The pandemic forced district schools to do something they have resisted for 20 years: embrace virtual learning. I find it amusing that, just a few months before the pandemic shut down schools, district leaders were in Harrisburg pushing lawmakers to cut cyber charter funding, saying they could educate large numbers of students online and do it better and cheaper than cyber schools.
The pandemic was their test. They failed.
Those same district leaders now are asking lawmakers for more money, not less, to teach students online and offer virtual learning programs. Perhaps they are ready to acknowledge the unique costs faced by public cyber charter schools — unique costs that they previously have denied existed.
Like district schools, brick-and-mortar public charter schools had to transition quickly to online learning. Many charter school families in underserved communities, unlike families in wealthy school districts, don’t have access to high-speed internet or devices that allow them to learn virtually. Charter schools are working with government agencies and businesses to address this “digital divide.”
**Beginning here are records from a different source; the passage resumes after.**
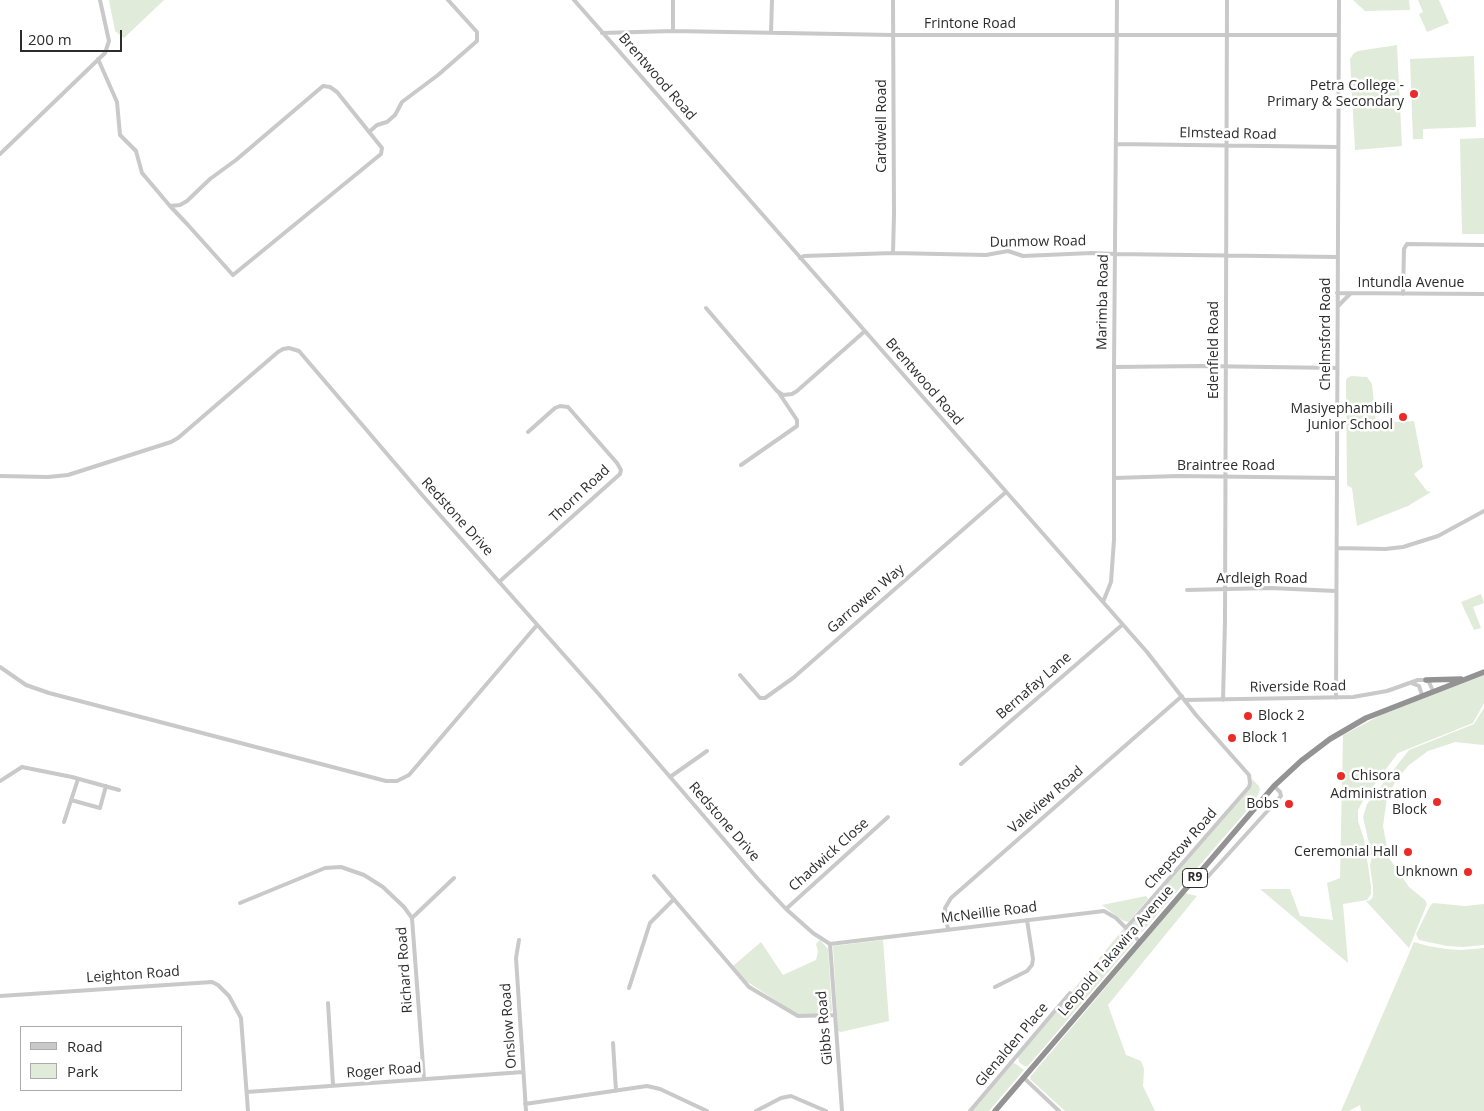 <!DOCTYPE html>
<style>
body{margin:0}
#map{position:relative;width:1484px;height:1111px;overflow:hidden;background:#fff;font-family:"Open Sans",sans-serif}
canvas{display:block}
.legend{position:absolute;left:20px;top:1026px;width:162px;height:65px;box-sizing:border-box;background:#fff;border:1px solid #ababab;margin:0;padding:6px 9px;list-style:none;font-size:15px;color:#2c2c2c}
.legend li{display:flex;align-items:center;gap:10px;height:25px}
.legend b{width:25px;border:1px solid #ababab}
.scale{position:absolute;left:20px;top:30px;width:102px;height:22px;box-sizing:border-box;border:2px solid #2c2c2c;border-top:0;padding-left:6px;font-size:15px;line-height:18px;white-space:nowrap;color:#2c2c2c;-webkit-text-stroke:4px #fff;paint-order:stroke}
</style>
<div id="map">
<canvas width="1484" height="1111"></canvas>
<ul class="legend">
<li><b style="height:6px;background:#c9c9c9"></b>Road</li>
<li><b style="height:14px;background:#e1ebd9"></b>Park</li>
</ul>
<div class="scale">200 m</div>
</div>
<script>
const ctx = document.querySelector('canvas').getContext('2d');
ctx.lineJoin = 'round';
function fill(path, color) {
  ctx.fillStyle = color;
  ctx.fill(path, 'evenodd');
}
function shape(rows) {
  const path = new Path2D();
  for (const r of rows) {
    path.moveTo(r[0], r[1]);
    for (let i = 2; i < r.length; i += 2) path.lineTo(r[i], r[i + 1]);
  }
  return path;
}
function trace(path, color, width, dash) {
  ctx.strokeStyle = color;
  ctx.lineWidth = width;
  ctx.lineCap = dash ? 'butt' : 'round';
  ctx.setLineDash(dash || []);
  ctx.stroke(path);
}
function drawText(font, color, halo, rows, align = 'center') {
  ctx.font = font + ' "Open Sans",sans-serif';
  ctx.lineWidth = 5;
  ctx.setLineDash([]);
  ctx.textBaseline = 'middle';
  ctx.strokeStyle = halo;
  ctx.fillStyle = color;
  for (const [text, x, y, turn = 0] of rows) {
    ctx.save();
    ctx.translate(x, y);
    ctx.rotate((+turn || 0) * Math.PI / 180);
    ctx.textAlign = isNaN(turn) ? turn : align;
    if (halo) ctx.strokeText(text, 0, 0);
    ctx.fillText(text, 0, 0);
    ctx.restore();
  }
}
fill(shape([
 [109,0,164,0,124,38,115,31],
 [1353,0,1409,0,1410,10,1365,11],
 [1418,0,1439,0,1449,23,1427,32,1419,14,1423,12],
 [1397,45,1402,146,1355,150,1350,59,1354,53,1358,51],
 [1474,56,1476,127,1423,129,1423,139,1413,139,1410,59],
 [1484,138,1484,234,1462,234,1460,139],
 [1351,376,1367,377,1372,384,1376,423,1414,421,1423,467,1414,474,1427,491,1431,492,1408,506,1357,526,1352,488,1347,485,1346,381,1347,378],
 [1481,594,1484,603,1473,607,1481,628,1474,630,1461,602],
 [1484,675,1484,703,1473,723,1398,753,1365,797,1358,810,1358,821,1364,839,1371,886,1371,894,1367,900,1343,904,1348,963,1260,889,1290,889,1300,916,1333,920,1327,883,1340,878,1343,735,1381,715],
 [1484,708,1484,745,1455,742,1428,751,1409,765,1396,780,1387,798,1383,826,1389,858,1409,887,1425,900,1427,904,1409,948,1366,901,1369,901,1373,897,1373,887,1370,865,1372,857,1363,817,1367,804,1409,750,1474,724],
 [1252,779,1259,786,1260,790,1255,801,1142,932,1138,934,1133,932,1132,924,1252,783],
 [1185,893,1197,896,1108,1005,1126,1055,1141,1061,1144,1069,1143,1086,1155,1111,1065,1111,1031,1080,1030,1077],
 [1146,896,1148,899,1128,922,1122,920,1102,905],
 [1433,903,1465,906,1484,904,1484,945,1463,947,1447,946,1419,940,1416,934,1430,906],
 [1124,928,1134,937,1134,942,1028,1066,1024,1066,1019,1062,1018,1057],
 [820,940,828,949,832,1011,830,1013,801,1016,795,1013,746,981,733,966,761,942,783,975,816,960,818,951,816,944],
 [883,940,889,1021,841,1032,838,1031,833,946],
 [1414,942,1428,946,1446,949,1461,950,1484,948,1484,1111,1361,1111,1360,1105,1349,1111,1341,1111],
 [1013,1063,1016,1064,1024,1070,989,1111,972,1111]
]), '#e1ebd9');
trace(shape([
 [574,0,1147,652,1196,715,1249,775,1250,783,1249,787,1126,928],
 [673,31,673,0],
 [602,33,673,31,893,35,1339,35],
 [771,33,772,0],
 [98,59,117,102,120,135,136,151,142,173,148,180,170,206,188,225,232,274,233,275,381,154,382,148,337,92,330,87,323,86,236,160,210,179,187,201,180,205,170,206],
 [369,132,377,125,387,122,395,115,402,102,438,75,477,41,477,32,448,0],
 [1117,144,1338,147],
 [0,154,105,53,109,41,100,0],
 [893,253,894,214,893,0],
 [800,258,804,256,893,253,986,255,1008,251,1023,256,1092,253,1115,254,1337,257],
 [1337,293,1484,294],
 [1403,294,1404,249,1407,244,1484,245],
 [1338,306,1350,294],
 [706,308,777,391,783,395,792,394,797,391,865,331],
 [1114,367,1201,366,1337,368],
 [741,465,797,426,797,420,779,393],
 [0,476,48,477,68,475,171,442,178,438,278,352,283,349,289,348,299,351,423,496,596,691,758,879,786,909,813,933,830,944],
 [1114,478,1178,476,1337,478],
 [1337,548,1385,549,1403,547,1438,536,1484,511],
 [499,582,620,474,621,470,617,463,568,407,560,406,555,408,528,432],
 [1187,590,1271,588,1336,591],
 [1103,602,1111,582,1114,540,1114,367,1117,0],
 [0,667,26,685,49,693,386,781,397,781,409,775,537,625],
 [740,675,760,698,765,698,793,678,1006,492],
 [1411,683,1419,686,1422,695],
 [1336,698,1339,0],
 [1185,700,1353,697,1387,691,1418,680,1426,680,1429,682,1433,691],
 [1223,700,1225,621,1227,0],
 [961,764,1122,625],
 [670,777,707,751],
 [0,781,22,767,72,777,119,790],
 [71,800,100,808,106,786],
 [64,822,78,779],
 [654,876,749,987,798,1016,834,1015],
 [1203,882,1281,796,1280,792,1274,786],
 [240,903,325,868,341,867,364,875,383,887,404,907,412,918],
 [786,909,888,817],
 [948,930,945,908,951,898,1182,696],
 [519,940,516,958,526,1111],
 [830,944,1104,911,1116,918,1139,941],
 [830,944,842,1111],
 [995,987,1027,971,1032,965,1033,959,1027,920],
 [629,988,650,923,674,899],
 [0,996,212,982,218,985,229,996,241,1018,248,1111],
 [328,1003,333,1085],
 [613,1043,616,1091],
 [1024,1078,1059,1111],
 [424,1079,412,918,454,878],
 [247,1092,523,1072],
 [525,1104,647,1086,660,1089,707,1111],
 [756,1111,781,1098,791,1096,826,1111],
 [970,1111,1070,993]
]), '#c9c9c9', 4);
trace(shape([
 [1426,680,1461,679],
 [995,1111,1274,786,1301,761,1330,739,1366,718,1484,672]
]), '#939393', 5.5);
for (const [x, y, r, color] of [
 [1414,94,5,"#ea2b28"],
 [1403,417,5,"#ea2b28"],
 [1248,716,5,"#ea2b28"],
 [1232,738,5,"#ea2b28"],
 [1341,776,5,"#ea2b28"],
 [1437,802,5,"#ea2b28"],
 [1289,804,5,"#ea2b28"],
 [1408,852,5,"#ea2b28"],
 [1468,872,5,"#ea2b28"]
]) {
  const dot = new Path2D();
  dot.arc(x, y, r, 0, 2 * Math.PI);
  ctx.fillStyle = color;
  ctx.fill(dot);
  trace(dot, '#fff', 2);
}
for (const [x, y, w] of [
 [1195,878,25]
]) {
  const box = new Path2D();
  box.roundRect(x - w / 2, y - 9.5, w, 19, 4);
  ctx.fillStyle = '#fff';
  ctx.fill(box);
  trace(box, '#2c2c2c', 1);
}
drawText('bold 12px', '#2c2c2c', null, [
 ["R9",1195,878]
]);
drawText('14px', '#2c2c2c', '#fff', [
 ["Frintone Road",970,24],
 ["Brentwood Road",657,77,49],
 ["Cardwell Road",882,126,-90],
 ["Elmstead Road",1228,134,1],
 ["Dunmow Road",1038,242,-1],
 ["Intundla Avenue",1411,283],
 ["Marimba Road",1103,302,-89],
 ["Chelmsford Road",1326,334,-90],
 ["Edenfield Road",1214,350,-90],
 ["Brentwood Road",924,382,49],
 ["Braintree Road",1226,466],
 ["Thorn Road",580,494,-43],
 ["Redstone Drive",457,517,48],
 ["Ardleigh Road",1262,579],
 ["Garrowen Way",866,599,-41],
 ["Bernafay Lane",1034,686,-41],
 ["Riverside Road",1298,687,-1],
 ["Valeview Road",1046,800,-41],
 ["Redstone Drive",724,822,49],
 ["Chepstow Road",1181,849,-49],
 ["Chadwick Close",829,855,-42],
 ["McNeillie Road",989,913,-7],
 ["Leopold Takawira Avenue",1116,951,-49],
 ["Richard Road",405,970,-94],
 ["Leighton Road",133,975,-4],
 ["Onslow Road",509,1026,-94],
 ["Gibbs Road",825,1028,-95],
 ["Glenalden Place",1012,1045,-50],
 ["Roger Road",384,1071,-4]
]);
drawText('14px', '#2c2c2c', '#fff', [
 ["Petra College -",1404,86],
 ["Primary & Secondary",1404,102],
 ["Masiyephambili",1393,409],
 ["Junior School",1393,425],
 ["Block 2",1258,716,"left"],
 ["Block 1",1242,738,"left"],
 ["Chisora",1351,776,"left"],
 ["Administration",1427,794],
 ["Block",1427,810],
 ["Bobs",1279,804],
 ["Ceremonial Hall",1398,852],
 ["Unknown",1458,872]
], 'right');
</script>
Unfortunately, it seems district leaders would rather demonize public charter schools and charter families than tackle their real financial problems, such as their growing pension expenses. It’s easier to complain about charter families leaving district schools than to improve their services in an effort to keep them. Their answer is to cut funding and close charter schools.
There is a better way. Leaders of public charter schools — both brick-and-mortar and cyber — have supported fair and reasonable funding reforms for years. We remain ready to discuss meaningful funding reforms that could address the financial challenges we all face while protecting educational options for thousands of families.
The pandemic has illustrated the importance of educational options for families. One size does not fit all. We need to come together to reform education so all public schools — district and charter — can succeed.